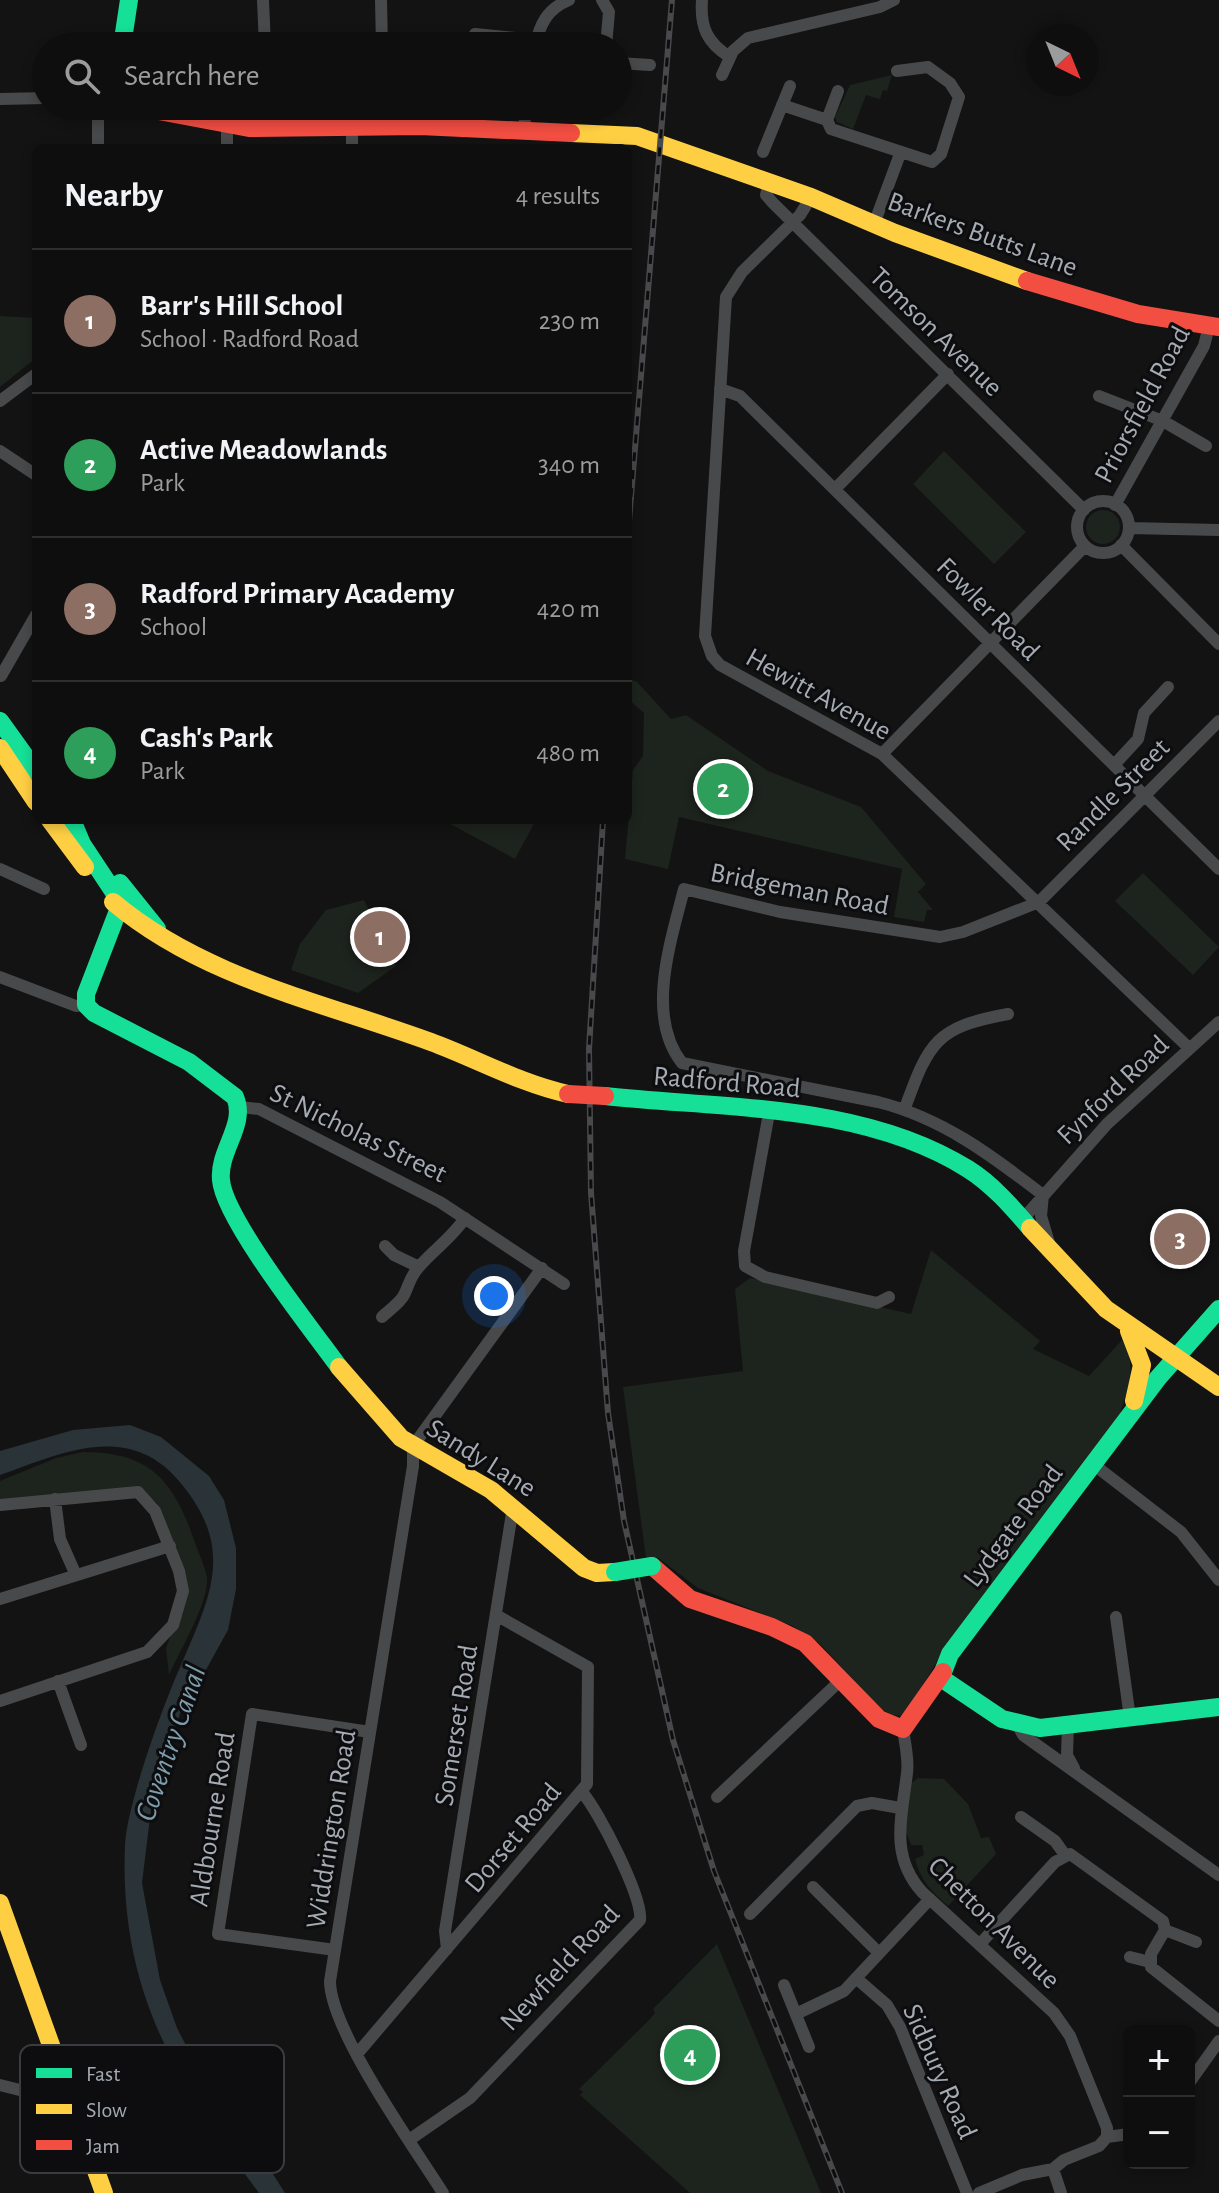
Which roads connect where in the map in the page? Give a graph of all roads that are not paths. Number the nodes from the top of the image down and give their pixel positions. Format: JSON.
{"nodes":[{"id":1,"x":129,"y":0,"type":"edge"},
{"id":2,"x":263,"y":0,"type":"edge"},
{"id":3,"x":381,"y":0,"type":"edge"},
{"id":4,"x":569,"y":0,"type":"edge"},
{"id":5,"x":602,"y":0,"type":"edge"},
{"id":6,"x":702,"y":0,"type":"edge"},
{"id":7,"x":894,"y":0,"type":"edge"},
{"id":8,"x":124,"y":32,"type":"edge"},
{"id":9,"x":264,"y":32,"type":"edge"},
{"id":10,"x":382,"y":32,"type":"edge"},
{"id":11,"x":540,"y":32,"type":"edge"},
{"id":12,"x":607,"y":32,"type":"edge"},
{"id":13,"x":938,"y":55,"type":"dead end"},
{"id":14,"x":730,"y":57,"type":"junction"},
{"id":15,"x":632,"y":64,"type":"edge"},
{"id":16,"x":650,"y":65,"type":"dead end"},
{"id":17,"x":932,"y":69,"type":"junction"},
{"id":18,"x":897,"y":71,"type":"dead end"},
{"id":19,"x":722,"y":75,"type":"dead end"},
{"id":20,"x":790,"y":86,"type":"dead end"},
{"id":21,"x":838,"y":91,"type":"dead end"},
{"id":22,"x":32,"y":98,"type":"edge"},
{"id":23,"x":0,"y":99,"type":"edge"},
{"id":24,"x":782,"y":105,"type":"junction"},
{"id":25,"x":98,"y":120,"type":"edge"},
{"id":26,"x":198,"y":120,"type":"edge"},
{"id":27,"x":268,"y":120,"type":"edge"},
{"id":28,"x":384,"y":120,"type":"edge"},
{"id":29,"x":525,"y":120,"type":"edge"},
{"id":30,"x":827,"y":120,"type":"junction"},
{"id":31,"x":227,"y":126,"type":"junction"},
{"id":32,"x":352,"y":126,"type":"junction"},
{"id":33,"x":384,"y":126,"type":"junction"},
{"id":34,"x":758,"y":126,"type":"dead end"},
{"id":35,"x":268,"y":128,"type":"junction"},
{"id":36,"x":524,"y":130,"type":"junction"},
{"id":37,"x":772,"y":132,"type":"junction"},
{"id":38,"x":98,"y":144,"type":"edge"},
{"id":39,"x":227,"y":144,"type":"edge"},
{"id":40,"x":352,"y":144,"type":"edge"},
{"id":41,"x":763,"y":152,"type":"dead end"},
{"id":42,"x":900,"y":154,"type":"junction"},
{"id":43,"x":769,"y":182,"type":"junction"},
{"id":44,"x":811,"y":197,"type":"junction"},
{"id":45,"x":792,"y":222,"type":"junction"},
{"id":46,"x":874,"y":224,"type":"junction"},
{"id":47,"x":1214,"y":326,"type":"edge"},
{"id":48,"x":948,"y":374,"type":"junction"},
{"id":49,"x":32,"y":377,"type":"edge"},
{"id":50,"x":720,"y":389,"type":"junction"},
{"id":51,"x":1099,"y":396,"type":"dead end"},
{"id":52,"x":0,"y":401,"type":"edge"},
{"id":53,"x":1163,"y":421,"type":"junction"},
{"id":54,"x":1206,"y":446,"type":"dead end"},
{"id":55,"x":0,"y":451,"type":"edge"},
{"id":56,"x":32,"y":472,"type":"edge"},
{"id":57,"x":835,"y":489,"type":"junction"},
{"id":58,"x":1115,"y":505,"type":"junction"},
{"id":59,"x":1084,"y":510,"type":"junction"},
{"id":60,"x":1129,"y":528,"type":"junction"},
{"id":61,"x":1219,"y":530,"type":"edge"},
{"id":62,"x":1121,"y":545,"type":"junction"},
{"id":63,"x":1085,"y":546,"type":"junction"},
{"id":64,"x":32,"y":622,"type":"edge"},
{"id":65,"x":990,"y":643,"type":"junction"},
{"id":66,"x":1219,"y":644,"type":"edge"},
{"id":67,"x":1,"y":676,"type":"edge"},
{"id":68,"x":1168,"y":687,"type":"dead end"},
{"id":69,"x":0,"y":721,"type":"edge"},
{"id":70,"x":1219,"y":721,"type":"edge"},
{"id":71,"x":0,"y":748,"type":"edge"},
{"id":72,"x":882,"y":754,"type":"junction"},
{"id":73,"x":32,"y":765,"type":"edge"},
{"id":74,"x":1114,"y":765,"type":"junction"},
{"id":75,"x":1144,"y":795,"type":"junction"},
{"id":76,"x":32,"y":796,"type":"edge"},
{"id":77,"x":53,"y":824,"type":"edge"},
{"id":78,"x":74,"y":824,"type":"edge"},
{"id":79,"x":76,"y":824,"type":"edge"},
{"id":80,"x":0,"y":869,"type":"edge"},
{"id":81,"x":1219,"y":869,"type":"edge"},
{"id":82,"x":44,"y":889,"type":"dead end"},
{"id":83,"x":1039,"y":902,"type":"junction"},
{"id":84,"x":119,"y":909,"type":"junction"},
{"id":85,"x":167,"y":940,"type":"junction"},
{"id":86,"x":0,"y":977,"type":"edge"},
{"id":87,"x":86,"y":1005,"type":"junction"},
{"id":88,"x":1008,"y":1014,"type":"dead end"},
{"id":89,"x":1219,"y":1022,"type":"edge"},
{"id":90,"x":1189,"y":1048,"type":"junction"},
{"id":91,"x":240,"y":1107,"type":"junction"},
{"id":92,"x":905,"y":1108,"type":"junction"},
{"id":93,"x":769,"y":1113,"type":"junction"},
{"id":94,"x":1043,"y":1195,"type":"junction"},
{"id":95,"x":465,"y":1218,"type":"junction"},
{"id":96,"x":1022,"y":1220,"type":"junction"},
{"id":97,"x":385,"y":1246,"type":"dead end"},
{"id":98,"x":1052,"y":1254,"type":"junction"},
{"id":99,"x":419,"y":1267,"type":"junction"},
{"id":100,"x":542,"y":1268,"type":"junction"},
{"id":101,"x":564,"y":1284,"type":"dead end"},
{"id":102,"x":889,"y":1297,"type":"dead end"},
{"id":103,"x":1219,"y":1309,"type":"edge"},
{"id":104,"x":382,"y":1317,"type":"dead end"},
{"id":105,"x":1115,"y":1317,"type":"junction"},
{"id":106,"x":1174,"y":1359,"type":"junction"},
{"id":107,"x":1219,"y":1387,"type":"edge"},
{"id":108,"x":1127,"y":1419,"type":"junction"},
{"id":109,"x":413,"y":1446,"type":"junction"},
{"id":110,"x":1093,"y":1464,"type":"junction"},
{"id":111,"x":55,"y":1499,"type":"junction"},
{"id":112,"x":0,"y":1505,"type":"edge"},
{"id":113,"x":513,"y":1507,"type":"junction"},
{"id":114,"x":170,"y":1546,"type":"junction"},
{"id":115,"x":75,"y":1573,"type":"junction"},
{"id":116,"x":1219,"y":1580,"type":"edge"},
{"id":117,"x":0,"y":1599,"type":"edge"},
{"id":118,"x":496,"y":1615,"type":"junction"},
{"id":119,"x":1116,"y":1617,"type":"dead end"},
{"id":120,"x":941,"y":1678,"type":"junction"},
{"id":121,"x":842,"y":1679,"type":"junction"},
{"id":122,"x":58,"y":1681,"type":"junction"},
{"id":123,"x":0,"y":1701,"type":"edge"},
{"id":124,"x":1219,"y":1707,"type":"edge"},
{"id":125,"x":1130,"y":1718,"type":"junction"},
{"id":126,"x":1017,"y":1724,"type":"junction"},
{"id":127,"x":1068,"y":1725,"type":"junction"},
{"id":128,"x":903,"y":1729,"type":"junction"},
{"id":129,"x":370,"y":1732,"type":"junction"},
{"id":130,"x":81,"y":1745,"type":"dead end"},
{"id":131,"x":1076,"y":1771,"type":"junction"},
{"id":132,"x":582,"y":1792,"type":"junction"},
{"id":133,"x":717,"y":1797,"type":"dead end"},
{"id":134,"x":900,"y":1808,"type":"junction"},
{"id":135,"x":1021,"y":1817,"type":"dead end"},
{"id":136,"x":1065,"y":1855,"type":"junction"},
{"id":137,"x":1219,"y":1875,"type":"edge"},
{"id":138,"x":813,"y":1887,"type":"dead end"},
{"id":139,"x":930,"y":1899,"type":"junction"},
{"id":140,"x":0,"y":1903,"type":"edge"},
{"id":141,"x":750,"y":1914,"type":"dead end"},
{"id":142,"x":1165,"y":1930,"type":"junction"},
{"id":143,"x":1196,"y":1942,"type":"dead end"},
{"id":144,"x":980,"y":1944,"type":"junction"},
{"id":145,"x":447,"y":1949,"type":"junction"},
{"id":146,"x":335,"y":1950,"type":"junction"},
{"id":147,"x":879,"y":1953,"type":"junction"},
{"id":148,"x":1130,"y":1957,"type":"dead end"},
{"id":149,"x":1150,"y":1962,"type":"junction"},
{"id":150,"x":856,"y":1978,"type":"junction"},
{"id":151,"x":784,"y":1985,"type":"dead end"},
{"id":152,"x":796,"y":2014,"type":"junction"},
{"id":153,"x":1219,"y":2021,"type":"edge"},
{"id":154,"x":1219,"y":2041,"type":"edge"},
{"id":155,"x":51,"y":2045,"type":"edge"},
{"id":156,"x":809,"y":2047,"type":"dead end"},
{"id":157,"x":357,"y":2054,"type":"junction"},
{"id":158,"x":1195,"y":2075,"type":"edge"},
{"id":159,"x":0,"y":2085,"type":"edge"},
{"id":160,"x":20,"y":2090,"type":"edge"},
{"id":161,"x":1123,"y":2135,"type":"edge"},
{"id":162,"x":1107,"y":2137,"type":"junction"},
{"id":163,"x":409,"y":2140,"type":"junction"},
{"id":164,"x":1053,"y":2169,"type":"junction"},
{"id":165,"x":97,"y":2173,"type":"edge"},
{"id":166,"x":104,"y":2193,"type":"edge"},
{"id":167,"x":443,"y":2193,"type":"edge"},
{"id":168,"x":967,"y":2193,"type":"edge"},
{"id":169,"x":979,"y":2193,"type":"edge"},
{"id":170,"x":1061,"y":2193,"type":"edge"}],
"edges":[{"from":1,"to":8,"type":"street"},
{"from":2,"to":9,"type":"street"},
{"from":3,"to":10,"type":"street"},
{"from":4,"to":11,"type":"street"},
{"from":5,"to":12,"type":"street"},
{"from":6,"to":14,"type":"street"},
{"from":7,"to":14,"type":"street"},
{"from":13,"to":17,"type":"street"},
{"from":14,"to":19,"type":"street"},
{"from":15,"to":16,"type":"street"},
{"from":17,"to":18,"type":"street"},
{"from":17,"to":42,"type":"street"},
{"from":20,"to":24,"type":"street"},
{"from":21,"to":30,"type":"street"},
{"from":22,"to":23,"type":"street"},
{"from":24,"to":30,"type":"street"},
{"from":24,"to":37,"type":"street"},
{"from":25,"to":38,"type":"street"},
{"from":26,"to":31,"type":"street","name":"Barkers Butts Lane"},
{"from":27,"to":35,"type":"street"},
{"from":28,"to":33,"type":"street"},
{"from":29,"to":36,"type":"street"},
{"from":30,"to":42,"type":"street"},
{"from":31,"to":35,"type":"street","name":"Barkers Butts Lane"},
{"from":31,"to":39,"type":"street"},
{"from":32,"to":33,"type":"street","name":"Barkers Butts Lane"},
{"from":32,"to":35,"type":"street","name":"Barkers Butts Lane"},
{"from":32,"to":40,"type":"street"},
{"from":33,"to":36,"type":"street","name":"Barkers Butts Lane"},
{"from":34,"to":37,"type":"street"},
{"from":36,"to":43,"type":"street","name":"Barkers Butts Lane"},
{"from":37,"to":41,"type":"street"},
{"from":42,"to":46,"type":"street"},
{"from":43,"to":44,"type":"street","name":"Barkers Butts Lane"},
{"from":43,"to":45,"type":"street","name":"Tomson Avenue"},
{"from":44,"to":45,"type":"street","name":"Hewitt Avenue"},
{"from":44,"to":46,"type":"street","name":"Barkers Butts Lane"},
{"from":45,"to":48,"type":"street","name":"Tomson Avenue"},
{"from":45,"to":50,"type":"street","name":"Hewitt Avenue"},
{"from":46,"to":47,"type":"street","name":"Barkers Butts Lane"},
{"from":47,"to":53,"type":"street","name":"Priorsfield Road"},
{"from":48,"to":57,"type":"street"},
{"from":48,"to":59,"type":"street","name":"Tomson Avenue"},
{"from":49,"to":52,"type":"street"},
{"from":50,"to":57,"type":"street","name":"Fowler Road"},
{"from":50,"to":72,"type":"street","name":"Hewitt Avenue"},
{"from":51,"to":53,"type":"street"},
{"from":53,"to":54,"type":"street"},
{"from":53,"to":58,"type":"street","name":"Priorsfield Road"},
{"from":55,"to":56,"type":"street"},
{"from":57,"to":65,"type":"street","name":"Fowler Road"},
{"from":58,"to":59,"type":"street"},
{"from":58,"to":60,"type":"street"},
{"from":59,"to":63,"type":"street"},
{"from":60,"to":61,"type":"street"},
{"from":60,"to":62,"type":"street"},
{"from":62,"to":63,"type":"street"},
{"from":62,"to":66,"type":"street"},
{"from":63,"to":65,"type":"street"},
{"from":64,"to":67,"type":"street"},
{"from":65,"to":72,"type":"street"},
{"from":65,"to":74,"type":"street","name":"Fowler Road"},
{"from":68,"to":74,"type":"street"},
{"from":69,"to":73,"type":"street"},
{"from":70,"to":75,"type":"street","name":"Randle Street"},
{"from":71,"to":76,"type":"street"},
{"from":72,"to":83,"type":"street","name":"Hewitt Avenue"},
{"from":74,"to":75,"type":"street","name":"Fowler Road"},
{"from":75,"to":81,"type":"street","name":"Fowler Road"},
{"from":75,"to":83,"type":"street","name":"Randle Street"},
{"from":77,"to":84,"type":"street","name":"Radford Road"},
{"from":78,"to":84,"type":"street","name":"Radford Road"},
{"from":79,"to":85,"type":"street","name":"Radford Road"},
{"from":80,"to":82,"type":"street"},
{"from":83,"to":90,"type":"street","name":"Hewitt Avenue"},
{"from":83,"to":92,"type":"street","name":"Bridgeman Road"},
{"from":84,"to":85,"type":"street","name":"Radford Road"},
{"from":84,"to":87,"type":"street"},
{"from":85,"to":93,"type":"street","name":"Radford Road","bridge":true},
{"from":86,"to":87,"type":"street","name":"St Nicholas Street"},
{"from":87,"to":91,"type":"street","name":"St Nicholas Street"},
{"from":88,"to":92,"type":"street"},
{"from":89,"to":90,"type":"street","name":"Fynford Road"},
{"from":90,"to":94,"type":"street","name":"Fynford Road"},
{"from":91,"to":95,"type":"street","name":"St Nicholas Street"},
{"from":91,"to":109,"type":"street","name":"Sandy Lane"},
{"from":92,"to":94,"type":"street","name":"Bridgeman Road"},
{"from":93,"to":96,"type":"street","name":"Radford Road"},
{"from":93,"to":102,"type":"street"},
{"from":94,"to":96,"type":"street","name":"Fynford Road"},
{"from":94,"to":98,"type":"street"},
{"from":95,"to":99,"type":"street"},
{"from":95,"to":100,"type":"street","name":"St Nicholas Street"},
{"from":96,"to":98,"type":"street","name":"Radford Road"},
{"from":97,"to":99,"type":"street"},
{"from":98,"to":105,"type":"street","name":"Radford Road"},
{"from":99,"to":104,"type":"street"},
{"from":100,"to":101,"type":"street","name":"St Nicholas Street"},
{"from":100,"to":109,"type":"street"},
{"from":103,"to":106,"type":"street","name":"Lydgate Road"},
{"from":105,"to":106,"type":"street","name":"Radford Road"},
{"from":105,"to":108,"type":"street"},
{"from":106,"to":107,"type":"street","name":"Radford Road"},
{"from":106,"to":108,"type":"street","name":"Lydgate Road"},
{"from":108,"to":110,"type":"street","name":"Lydgate Road"},
{"from":109,"to":113,"type":"street","name":"Sandy Lane"},
{"from":109,"to":129,"type":"street","name":"Widdrington Road"},
{"from":110,"to":116,"type":"street"},
{"from":110,"to":120,"type":"street","name":"Lydgate Road"},
{"from":111,"to":112,"type":"street"},
{"from":111,"to":114,"type":"street"},
{"from":111,"to":115,"type":"street"},
{"from":113,"to":118,"type":"street","name":"Somerset Road"},
{"from":113,"to":121,"type":"street","name":"Sandy Lane","bridge":true},
{"from":114,"to":115,"type":"street"},
{"from":114,"to":122,"type":"street"},
{"from":115,"to":117,"type":"street"},
{"from":118,"to":132,"type":"street","name":"Dorset Road"},
{"from":118,"to":145,"type":"street","name":"Somerset Road"},
{"from":119,"to":125,"type":"street"},
{"from":120,"to":126,"type":"street"},
{"from":120,"to":128,"type":"street","name":"Lydgate Road"},
{"from":121,"to":128,"type":"street","name":"Sandy Lane"},
{"from":121,"to":133,"type":"street"},
{"from":122,"to":123,"type":"street"},
{"from":122,"to":130,"type":"street"},
{"from":124,"to":125,"type":"street"},
{"from":125,"to":127,"type":"street"},
{"from":126,"to":127,"type":"street"},
{"from":126,"to":131,"type":"street"},
{"from":127,"to":131,"type":"street"},
{"from":128,"to":134,"type":"street","name":"Chetton Avenue"},
{"from":129,"to":146,"type":"street","name":"Widdrington Road"},
{"from":129,"to":146,"type":"street","name":"Aldbourne Road"},
{"from":131,"to":137,"type":"street"},
{"from":132,"to":145,"type":"street","name":"Dorset Road"},
{"from":132,"to":163,"type":"street","name":"Newfield Road"},
{"from":134,"to":139,"type":"street","name":"Chetton Avenue"},
{"from":134,"to":141,"type":"street"},
{"from":135,"to":136,"type":"street"},
{"from":136,"to":142,"type":"street"},
{"from":136,"to":144,"type":"street"},
{"from":138,"to":147,"type":"street"},
{"from":139,"to":144,"type":"street","name":"Chetton Avenue"},
{"from":139,"to":147,"type":"street"},
{"from":140,"to":155,"type":"street"},
{"from":142,"to":143,"type":"street"},
{"from":142,"to":149,"type":"street"},
{"from":144,"to":162,"type":"street","name":"Chetton Avenue"},
{"from":145,"to":157,"type":"street","name":"Dorset Road"},
{"from":146,"to":157,"type":"street","name":"Widdrington Road"},
{"from":147,"to":150,"type":"street"},
{"from":148,"to":149,"type":"street"},
{"from":149,"to":153,"type":"street"},
{"from":150,"to":152,"type":"street"},
{"from":150,"to":168,"type":"street","name":"Sidbury Road"},
{"from":151,"to":152,"type":"street"},
{"from":152,"to":156,"type":"street"},
{"from":154,"to":158,"type":"street"},
{"from":157,"to":163,"type":"street","name":"Widdrington Road"},
{"from":159,"to":160,"type":"street"},
{"from":161,"to":162,"type":"street"},
{"from":162,"to":164,"type":"street"},
{"from":163,"to":167,"type":"street","name":"Widdrington Road"},
{"from":164,"to":169,"type":"street"},
{"from":164,"to":170,"type":"street"},
{"from":165,"to":166,"type":"street"}]}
+-------+
When the string "Priorsfield" occurs in a line of the material, that line belongs in the answer.

{"from":47,"to":53,"type":"street","name":"Priorsfield Road"},
{"from":53,"to":58,"type":"street","name":"Priorsfield Road"},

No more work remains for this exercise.